The message is slightly wrong, the max length is actually one more. You
can adjust the maximum length by changing the params in
fuzzystrmatch.h and recompiling.

Have a nice day,
--
Martijn van Oosterhout   <kleptog@svana.org>   http://svana.org/kleptog/
> From each according to his ability. To each according to his ability to litigate.

Attachment

Re: contrib/levenshtein() has a bug?

From
Tom Lane
Date:
Ben <bench@silentmedia.com> writes:
> The levenshtein function from contrib/fuzzystrmatch.sql has a max arg
> length of 255. OK, that's cool. But check this out:

> mbrainz_db=> select max(length(name)) from public.track;
>   max
> -----
>   255
> (1 row)

> mbrainz_db=> select levenshtein(name,'foo') from public.track;
> ERROR:  argument exceeds max length: 255

> That seems odd.

length() measures in characters whereas the limit in question is being
enforced in bytes.  You got any multibyte characters in there?

(It looks to me like levenshtein() is utterly non-multibyte-aware,
which is probably a bug in itself.)

            regards, tom lane

Re: contrib/levenshtein() has a bug?

From
Ben
Date:
Ah, yes, you are correct.

Hm, it's too bad levenshtein() is ascii-only.
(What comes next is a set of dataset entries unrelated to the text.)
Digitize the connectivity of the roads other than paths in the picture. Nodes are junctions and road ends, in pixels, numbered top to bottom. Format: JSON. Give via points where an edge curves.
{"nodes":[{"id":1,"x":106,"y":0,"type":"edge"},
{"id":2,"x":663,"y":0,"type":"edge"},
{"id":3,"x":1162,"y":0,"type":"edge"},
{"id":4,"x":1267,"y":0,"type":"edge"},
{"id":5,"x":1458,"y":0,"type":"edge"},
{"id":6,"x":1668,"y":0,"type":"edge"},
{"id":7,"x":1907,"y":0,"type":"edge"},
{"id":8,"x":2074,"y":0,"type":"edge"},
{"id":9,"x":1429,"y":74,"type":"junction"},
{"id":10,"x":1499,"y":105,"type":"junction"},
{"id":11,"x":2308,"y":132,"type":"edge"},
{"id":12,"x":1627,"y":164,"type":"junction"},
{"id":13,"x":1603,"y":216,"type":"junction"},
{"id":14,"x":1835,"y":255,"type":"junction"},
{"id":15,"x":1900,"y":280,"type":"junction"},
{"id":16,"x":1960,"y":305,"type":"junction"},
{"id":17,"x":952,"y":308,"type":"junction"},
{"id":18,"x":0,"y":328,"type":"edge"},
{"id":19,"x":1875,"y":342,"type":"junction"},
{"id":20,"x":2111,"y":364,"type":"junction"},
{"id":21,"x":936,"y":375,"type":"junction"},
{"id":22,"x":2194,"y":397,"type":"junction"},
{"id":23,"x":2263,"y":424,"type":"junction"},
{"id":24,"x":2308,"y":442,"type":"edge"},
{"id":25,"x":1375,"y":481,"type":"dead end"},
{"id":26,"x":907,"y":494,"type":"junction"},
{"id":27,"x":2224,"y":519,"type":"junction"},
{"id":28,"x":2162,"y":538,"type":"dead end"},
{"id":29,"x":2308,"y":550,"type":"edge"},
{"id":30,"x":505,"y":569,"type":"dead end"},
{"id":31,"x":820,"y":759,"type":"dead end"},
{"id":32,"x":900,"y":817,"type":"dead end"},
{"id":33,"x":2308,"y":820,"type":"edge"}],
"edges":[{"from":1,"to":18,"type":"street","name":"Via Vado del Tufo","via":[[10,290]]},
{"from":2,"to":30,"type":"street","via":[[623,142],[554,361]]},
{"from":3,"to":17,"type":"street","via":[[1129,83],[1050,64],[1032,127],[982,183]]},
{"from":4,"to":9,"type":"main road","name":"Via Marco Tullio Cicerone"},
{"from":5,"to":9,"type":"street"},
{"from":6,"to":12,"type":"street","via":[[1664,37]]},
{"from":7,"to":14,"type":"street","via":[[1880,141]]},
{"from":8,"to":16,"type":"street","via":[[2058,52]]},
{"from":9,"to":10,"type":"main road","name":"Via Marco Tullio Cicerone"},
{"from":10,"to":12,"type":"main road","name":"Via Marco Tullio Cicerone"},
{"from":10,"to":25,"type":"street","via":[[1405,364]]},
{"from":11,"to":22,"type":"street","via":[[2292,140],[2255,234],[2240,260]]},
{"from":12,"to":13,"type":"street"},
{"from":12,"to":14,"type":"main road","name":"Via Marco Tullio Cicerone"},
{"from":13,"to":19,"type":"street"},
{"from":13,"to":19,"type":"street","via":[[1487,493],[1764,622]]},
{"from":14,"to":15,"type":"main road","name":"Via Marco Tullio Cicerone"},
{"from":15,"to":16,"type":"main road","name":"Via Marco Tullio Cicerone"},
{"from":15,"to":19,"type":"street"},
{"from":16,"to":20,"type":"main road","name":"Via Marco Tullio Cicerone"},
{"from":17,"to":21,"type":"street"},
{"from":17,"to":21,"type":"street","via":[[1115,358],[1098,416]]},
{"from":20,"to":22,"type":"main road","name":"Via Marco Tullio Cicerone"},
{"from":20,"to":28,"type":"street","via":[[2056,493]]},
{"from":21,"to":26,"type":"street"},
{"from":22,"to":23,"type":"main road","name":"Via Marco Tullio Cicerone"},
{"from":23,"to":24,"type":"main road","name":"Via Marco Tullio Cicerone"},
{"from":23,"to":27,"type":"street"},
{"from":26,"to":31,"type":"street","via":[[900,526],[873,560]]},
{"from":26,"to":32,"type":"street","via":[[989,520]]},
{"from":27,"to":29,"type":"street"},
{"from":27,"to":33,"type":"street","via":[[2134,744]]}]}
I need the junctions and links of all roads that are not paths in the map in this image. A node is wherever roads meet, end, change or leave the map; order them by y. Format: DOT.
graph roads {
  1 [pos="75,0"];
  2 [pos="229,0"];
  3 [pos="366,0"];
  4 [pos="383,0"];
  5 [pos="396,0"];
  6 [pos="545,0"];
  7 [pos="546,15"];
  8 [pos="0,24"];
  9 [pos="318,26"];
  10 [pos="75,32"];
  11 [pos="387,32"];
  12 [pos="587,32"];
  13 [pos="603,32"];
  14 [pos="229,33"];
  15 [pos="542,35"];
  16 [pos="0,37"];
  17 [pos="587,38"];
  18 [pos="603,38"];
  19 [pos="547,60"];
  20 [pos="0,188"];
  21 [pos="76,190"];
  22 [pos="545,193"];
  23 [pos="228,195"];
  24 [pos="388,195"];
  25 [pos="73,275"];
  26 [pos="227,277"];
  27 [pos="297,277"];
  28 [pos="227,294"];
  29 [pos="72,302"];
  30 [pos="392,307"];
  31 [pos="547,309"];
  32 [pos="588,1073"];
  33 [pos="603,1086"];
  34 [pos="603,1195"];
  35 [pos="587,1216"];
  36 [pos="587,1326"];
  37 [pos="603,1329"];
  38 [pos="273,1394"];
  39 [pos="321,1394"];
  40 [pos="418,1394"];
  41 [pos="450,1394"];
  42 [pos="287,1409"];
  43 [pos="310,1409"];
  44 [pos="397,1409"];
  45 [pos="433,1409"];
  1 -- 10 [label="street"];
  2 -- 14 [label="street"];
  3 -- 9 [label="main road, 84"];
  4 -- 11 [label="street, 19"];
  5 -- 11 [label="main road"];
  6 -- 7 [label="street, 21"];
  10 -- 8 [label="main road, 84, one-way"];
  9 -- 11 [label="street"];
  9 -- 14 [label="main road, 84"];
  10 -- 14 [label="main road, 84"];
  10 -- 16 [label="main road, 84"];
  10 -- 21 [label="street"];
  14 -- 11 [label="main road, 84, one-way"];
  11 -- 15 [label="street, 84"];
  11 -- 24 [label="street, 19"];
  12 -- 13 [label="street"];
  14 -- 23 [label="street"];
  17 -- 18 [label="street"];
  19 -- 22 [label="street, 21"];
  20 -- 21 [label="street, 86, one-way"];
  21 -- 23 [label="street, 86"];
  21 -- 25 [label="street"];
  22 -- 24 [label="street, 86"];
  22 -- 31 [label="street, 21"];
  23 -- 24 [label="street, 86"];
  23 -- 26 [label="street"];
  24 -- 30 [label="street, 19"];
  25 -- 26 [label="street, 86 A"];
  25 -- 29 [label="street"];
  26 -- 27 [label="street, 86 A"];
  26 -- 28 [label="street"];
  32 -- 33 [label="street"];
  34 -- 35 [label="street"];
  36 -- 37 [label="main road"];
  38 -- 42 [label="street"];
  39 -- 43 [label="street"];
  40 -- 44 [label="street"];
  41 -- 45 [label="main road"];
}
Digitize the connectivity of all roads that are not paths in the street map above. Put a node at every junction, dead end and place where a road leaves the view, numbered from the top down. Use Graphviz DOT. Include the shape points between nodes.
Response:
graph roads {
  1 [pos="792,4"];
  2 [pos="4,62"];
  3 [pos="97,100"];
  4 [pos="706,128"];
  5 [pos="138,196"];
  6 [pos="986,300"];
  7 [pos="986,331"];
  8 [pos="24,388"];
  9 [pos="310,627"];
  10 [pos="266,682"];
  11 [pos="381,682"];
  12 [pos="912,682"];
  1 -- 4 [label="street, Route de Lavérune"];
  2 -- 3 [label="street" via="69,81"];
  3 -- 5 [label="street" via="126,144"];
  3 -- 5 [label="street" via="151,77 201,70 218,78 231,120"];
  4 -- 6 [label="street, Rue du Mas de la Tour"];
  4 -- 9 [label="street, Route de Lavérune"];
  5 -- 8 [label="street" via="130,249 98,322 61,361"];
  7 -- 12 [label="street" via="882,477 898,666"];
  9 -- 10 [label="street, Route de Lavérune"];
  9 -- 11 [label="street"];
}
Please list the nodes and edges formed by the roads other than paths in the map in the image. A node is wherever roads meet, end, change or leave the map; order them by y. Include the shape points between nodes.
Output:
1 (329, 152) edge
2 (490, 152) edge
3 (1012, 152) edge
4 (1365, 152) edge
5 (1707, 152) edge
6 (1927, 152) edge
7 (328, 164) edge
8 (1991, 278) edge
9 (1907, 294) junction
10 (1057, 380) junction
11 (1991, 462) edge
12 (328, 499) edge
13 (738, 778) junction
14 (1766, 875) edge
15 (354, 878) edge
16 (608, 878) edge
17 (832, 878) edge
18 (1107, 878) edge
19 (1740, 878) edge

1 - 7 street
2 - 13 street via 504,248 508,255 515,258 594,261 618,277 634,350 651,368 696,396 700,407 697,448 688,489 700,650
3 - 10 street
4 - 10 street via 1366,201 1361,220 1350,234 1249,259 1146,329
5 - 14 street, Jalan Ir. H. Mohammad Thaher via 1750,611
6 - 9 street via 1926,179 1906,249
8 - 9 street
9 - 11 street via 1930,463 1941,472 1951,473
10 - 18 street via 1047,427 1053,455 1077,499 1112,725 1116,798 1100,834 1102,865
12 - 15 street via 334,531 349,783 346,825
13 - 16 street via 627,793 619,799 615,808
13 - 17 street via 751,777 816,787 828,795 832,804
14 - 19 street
On Thu, 28 Sep 2006, Tom Lane wrote:

> Ben <bench@silentmedia.com> writes:
>> The levenshtein function from contrib/fuzzystrmatch.sql has a max arg
>> length of 255. OK, that's cool. But check this out:
>
>> mbrainz_db=> select max(length(name)) from public.track;
>>   max
>> -----
>>   255
>> (1 row)
>
>> mbrainz_db=> select levenshtein(name,'foo') from public.track;
>> ERROR:  argument exceeds max length: 255
>
>> That seems odd.
>
> length() measures in characters whereas the limit in question is being
> enforced in bytes.  You got any multibyte characters in there?
>
> (It looks to me like levenshtein() is utterly non-multibyte-aware,
> which is probably a bug in itself.)
>
>             regards, tom lane
>